Le recourant soutient aussi que le projet de construction

entraînerait des mouvements de terre trop importants avec des murs de

soutènement qui nécessiteraient des études sur l’impact des travaux concernant

la stabilité géologique du secteur.

a) L'art. 89 LATC interdit toute construction sur un

terrain qui ne présente pas une solidité suffisante ou exposé à des dangers

spéciaux tels que l'avalanche, l'éboulement, l'inondation et les glissements de

terrain, avant l'exécution de travaux propres, à dires d'experts, à le

consolider ou à écarter ces dangers; l'autorisation de construire n'engage pas

la responsabilité de la commune ou de l'Etat. Il découle de cette disposition

que le législateur cantonal laisse au propriétaire constructeur la

responsabilité de prendre toutes les mesures propres à consolider le terrain ou

à écarter les dangers de glissement indépendamment des autorisations qui lui

seraient délivrées par la commune ou par le canton, que le terrain soit situé

en zone à bâtir ou hors des zones à bâtir. Ainsi, le classement d'un terrain en

zone à bâtir ne signifie pas que la construction puisse être autorisée sans que

les mesures de précaution et de sécurité énoncées à l'art. 89 LATC ne soient

prises par les propriétaires ou les constructeurs (AC 95/157 du 24 décembre

1997).

b) Les investigations et les travaux nécessaires à

la réalisation d'une étude géotechnique (travaux de sondage, essais en

laboratoire, établissement d'un rapport comprenant la synthèse des résultats

des sondages et des essais, ainsi que les conclusions et propositions pour les

fondations et fouilles) font partie des prestations relatives à l'établissement

des plans d'exécution de l'ouvrage; ces travaux impliquent un investissement

qu'il n'est pas raisonnable d'exiger avant que le droit de construire sur le

terrain ne soit sanctionné par le permis de construire, attestant que toutes

les prescriptions des plans et règlements d'affectation sont respectées et que

les objections d'éventuels opposants ont été examinées. Il est contraire au

principe de proportionnalité d'exiger au stade de la procédure de demande de

permis de construire l'établissement d'un rapport géologique et géotechnique

complet (arrêts TA AC 98/005 du 30 avril 1999 et 95/157 du 24 décembre 1997

consid. 1c). En l’espèce, toutes les recommandations figurant dans le rapport

du bureau d'ingénieur devront être exécutées sans qu’il soit nécessaire de

subordonner l’octroi du permis de construire à la réalisation de ces

recommandations qui relèvent de la propre responsabilité du constructeur. En

outre il est prématuré au stade du permis de construire d'exécuter les travaux

de reconnaissance complémentaire par la campagne de sondages carottés et

d'essais en laboratoire, car les conclusions de l’étude n’influenceront pas sur

les éléments caractéristiques du projet mis à l’enquête publique et qui sont

déterminants pour statuer sur sa conformité à la réglementation communale.

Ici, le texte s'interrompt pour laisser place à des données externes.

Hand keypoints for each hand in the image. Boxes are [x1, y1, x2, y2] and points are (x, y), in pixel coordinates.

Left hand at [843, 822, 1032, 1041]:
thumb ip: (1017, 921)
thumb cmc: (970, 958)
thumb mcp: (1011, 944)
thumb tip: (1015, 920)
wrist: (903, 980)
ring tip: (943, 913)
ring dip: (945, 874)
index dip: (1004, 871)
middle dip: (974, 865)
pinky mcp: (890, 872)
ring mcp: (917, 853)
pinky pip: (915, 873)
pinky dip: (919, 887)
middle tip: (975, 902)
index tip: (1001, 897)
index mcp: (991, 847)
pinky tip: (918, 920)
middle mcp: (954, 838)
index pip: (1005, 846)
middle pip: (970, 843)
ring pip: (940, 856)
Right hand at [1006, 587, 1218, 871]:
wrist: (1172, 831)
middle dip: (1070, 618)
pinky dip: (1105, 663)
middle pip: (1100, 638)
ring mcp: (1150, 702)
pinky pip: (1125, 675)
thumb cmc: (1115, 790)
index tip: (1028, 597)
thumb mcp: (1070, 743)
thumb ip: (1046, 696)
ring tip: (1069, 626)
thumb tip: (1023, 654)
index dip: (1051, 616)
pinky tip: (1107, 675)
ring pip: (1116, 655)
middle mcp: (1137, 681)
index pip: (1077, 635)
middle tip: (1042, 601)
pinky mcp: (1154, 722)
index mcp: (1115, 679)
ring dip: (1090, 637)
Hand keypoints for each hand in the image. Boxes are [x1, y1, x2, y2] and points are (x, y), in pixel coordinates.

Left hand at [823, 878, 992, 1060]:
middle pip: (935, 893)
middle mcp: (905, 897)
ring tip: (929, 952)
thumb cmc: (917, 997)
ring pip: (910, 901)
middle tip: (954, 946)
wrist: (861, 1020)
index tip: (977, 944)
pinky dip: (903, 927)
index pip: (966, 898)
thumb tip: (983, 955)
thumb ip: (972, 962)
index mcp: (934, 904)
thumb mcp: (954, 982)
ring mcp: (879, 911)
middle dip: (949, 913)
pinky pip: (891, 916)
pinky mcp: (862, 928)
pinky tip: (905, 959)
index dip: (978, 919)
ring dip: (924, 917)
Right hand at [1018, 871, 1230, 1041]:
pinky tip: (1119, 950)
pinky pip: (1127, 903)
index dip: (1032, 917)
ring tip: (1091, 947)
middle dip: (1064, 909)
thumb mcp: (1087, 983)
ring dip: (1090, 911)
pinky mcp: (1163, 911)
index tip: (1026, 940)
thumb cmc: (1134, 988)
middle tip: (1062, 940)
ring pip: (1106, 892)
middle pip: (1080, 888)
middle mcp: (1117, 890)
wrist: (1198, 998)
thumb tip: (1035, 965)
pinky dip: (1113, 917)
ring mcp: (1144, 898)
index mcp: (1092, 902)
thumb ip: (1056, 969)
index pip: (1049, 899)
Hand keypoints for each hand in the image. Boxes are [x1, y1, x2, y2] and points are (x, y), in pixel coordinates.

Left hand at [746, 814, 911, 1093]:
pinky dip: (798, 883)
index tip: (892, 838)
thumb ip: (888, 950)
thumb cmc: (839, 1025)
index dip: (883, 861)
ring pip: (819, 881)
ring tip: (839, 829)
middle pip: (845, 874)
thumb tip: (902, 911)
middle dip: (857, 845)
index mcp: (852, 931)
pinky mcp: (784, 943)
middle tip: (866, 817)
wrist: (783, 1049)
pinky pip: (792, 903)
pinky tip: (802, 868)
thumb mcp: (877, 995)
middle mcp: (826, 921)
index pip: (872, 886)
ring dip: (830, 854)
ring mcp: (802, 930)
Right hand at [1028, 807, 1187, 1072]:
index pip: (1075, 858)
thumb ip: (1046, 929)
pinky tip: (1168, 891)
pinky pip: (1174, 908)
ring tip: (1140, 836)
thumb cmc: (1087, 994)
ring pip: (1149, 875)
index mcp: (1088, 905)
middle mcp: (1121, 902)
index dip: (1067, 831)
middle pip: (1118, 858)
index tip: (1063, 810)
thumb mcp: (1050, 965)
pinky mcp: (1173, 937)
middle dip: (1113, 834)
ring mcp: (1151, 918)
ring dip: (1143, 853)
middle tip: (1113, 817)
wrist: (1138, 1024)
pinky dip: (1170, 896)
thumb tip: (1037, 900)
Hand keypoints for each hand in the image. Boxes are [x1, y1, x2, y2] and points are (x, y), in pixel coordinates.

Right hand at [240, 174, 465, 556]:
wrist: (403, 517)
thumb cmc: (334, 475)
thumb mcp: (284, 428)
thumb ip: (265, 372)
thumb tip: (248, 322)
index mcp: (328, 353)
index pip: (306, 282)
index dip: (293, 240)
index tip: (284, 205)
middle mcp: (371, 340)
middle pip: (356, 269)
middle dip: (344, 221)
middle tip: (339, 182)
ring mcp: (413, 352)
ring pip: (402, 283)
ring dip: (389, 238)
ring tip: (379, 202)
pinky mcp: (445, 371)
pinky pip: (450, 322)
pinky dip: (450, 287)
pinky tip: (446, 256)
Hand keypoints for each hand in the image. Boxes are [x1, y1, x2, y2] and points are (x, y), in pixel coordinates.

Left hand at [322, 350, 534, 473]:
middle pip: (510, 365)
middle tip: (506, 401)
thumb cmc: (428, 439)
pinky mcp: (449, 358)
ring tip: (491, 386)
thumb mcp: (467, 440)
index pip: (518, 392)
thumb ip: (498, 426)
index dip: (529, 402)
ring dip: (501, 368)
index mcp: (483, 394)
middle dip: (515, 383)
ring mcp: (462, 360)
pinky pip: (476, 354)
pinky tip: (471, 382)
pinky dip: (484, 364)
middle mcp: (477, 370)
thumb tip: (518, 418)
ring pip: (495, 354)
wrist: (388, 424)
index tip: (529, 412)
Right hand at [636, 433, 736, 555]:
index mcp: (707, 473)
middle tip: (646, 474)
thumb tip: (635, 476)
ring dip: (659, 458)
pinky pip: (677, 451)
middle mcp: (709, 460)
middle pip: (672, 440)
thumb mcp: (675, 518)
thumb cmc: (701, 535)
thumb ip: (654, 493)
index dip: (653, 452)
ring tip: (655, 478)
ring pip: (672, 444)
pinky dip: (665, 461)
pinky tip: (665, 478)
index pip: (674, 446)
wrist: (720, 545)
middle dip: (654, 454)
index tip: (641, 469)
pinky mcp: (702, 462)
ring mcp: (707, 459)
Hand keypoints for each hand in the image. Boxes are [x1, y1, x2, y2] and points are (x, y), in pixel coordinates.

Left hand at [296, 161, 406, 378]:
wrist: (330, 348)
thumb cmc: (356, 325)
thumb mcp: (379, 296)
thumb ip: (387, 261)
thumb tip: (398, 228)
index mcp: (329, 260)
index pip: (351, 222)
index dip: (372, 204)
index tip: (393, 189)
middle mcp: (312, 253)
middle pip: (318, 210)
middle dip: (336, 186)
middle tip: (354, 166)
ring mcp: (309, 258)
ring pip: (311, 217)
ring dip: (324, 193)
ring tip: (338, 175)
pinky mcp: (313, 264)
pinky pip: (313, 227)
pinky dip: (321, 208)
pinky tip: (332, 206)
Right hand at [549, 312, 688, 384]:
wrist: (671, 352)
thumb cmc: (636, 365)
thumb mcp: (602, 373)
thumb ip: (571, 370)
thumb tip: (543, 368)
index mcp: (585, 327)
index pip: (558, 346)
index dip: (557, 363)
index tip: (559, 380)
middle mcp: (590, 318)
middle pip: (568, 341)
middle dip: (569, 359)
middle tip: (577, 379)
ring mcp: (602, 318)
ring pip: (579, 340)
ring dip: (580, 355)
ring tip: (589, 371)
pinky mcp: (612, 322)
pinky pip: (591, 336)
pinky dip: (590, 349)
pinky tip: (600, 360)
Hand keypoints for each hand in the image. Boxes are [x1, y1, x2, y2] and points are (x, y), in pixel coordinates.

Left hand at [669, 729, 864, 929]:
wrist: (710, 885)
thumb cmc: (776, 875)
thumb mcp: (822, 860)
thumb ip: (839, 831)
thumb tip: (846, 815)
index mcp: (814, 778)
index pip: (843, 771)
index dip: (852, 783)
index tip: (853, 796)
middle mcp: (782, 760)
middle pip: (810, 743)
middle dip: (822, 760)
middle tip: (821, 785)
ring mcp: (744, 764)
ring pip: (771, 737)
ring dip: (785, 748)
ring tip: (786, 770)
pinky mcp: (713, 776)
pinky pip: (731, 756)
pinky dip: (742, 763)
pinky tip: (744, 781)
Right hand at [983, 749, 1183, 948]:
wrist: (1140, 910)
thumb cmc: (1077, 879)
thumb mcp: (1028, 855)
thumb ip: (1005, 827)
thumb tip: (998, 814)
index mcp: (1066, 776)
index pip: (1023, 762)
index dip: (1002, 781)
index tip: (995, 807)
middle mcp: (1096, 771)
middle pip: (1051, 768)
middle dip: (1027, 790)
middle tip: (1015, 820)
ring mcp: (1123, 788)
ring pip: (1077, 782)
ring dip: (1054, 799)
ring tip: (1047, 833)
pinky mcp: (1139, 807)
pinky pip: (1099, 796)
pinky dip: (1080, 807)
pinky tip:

Ainsi, les études effectuées par les constructeurs sont suffisantes pour que le

Tribunal puisse considérer que les conditions requises par l’art. 89 LATC sont

remplies.

c) Le recourant soutient également que le projet

contiendrait un mur de soutènement relativement important qui ne respecterait

pas les dispositions concernant la hauteur des mouvements de terre admissibles.

L’art. 77 du règlement du plan d’affectation communal du 20 juillet 1994 (RPA)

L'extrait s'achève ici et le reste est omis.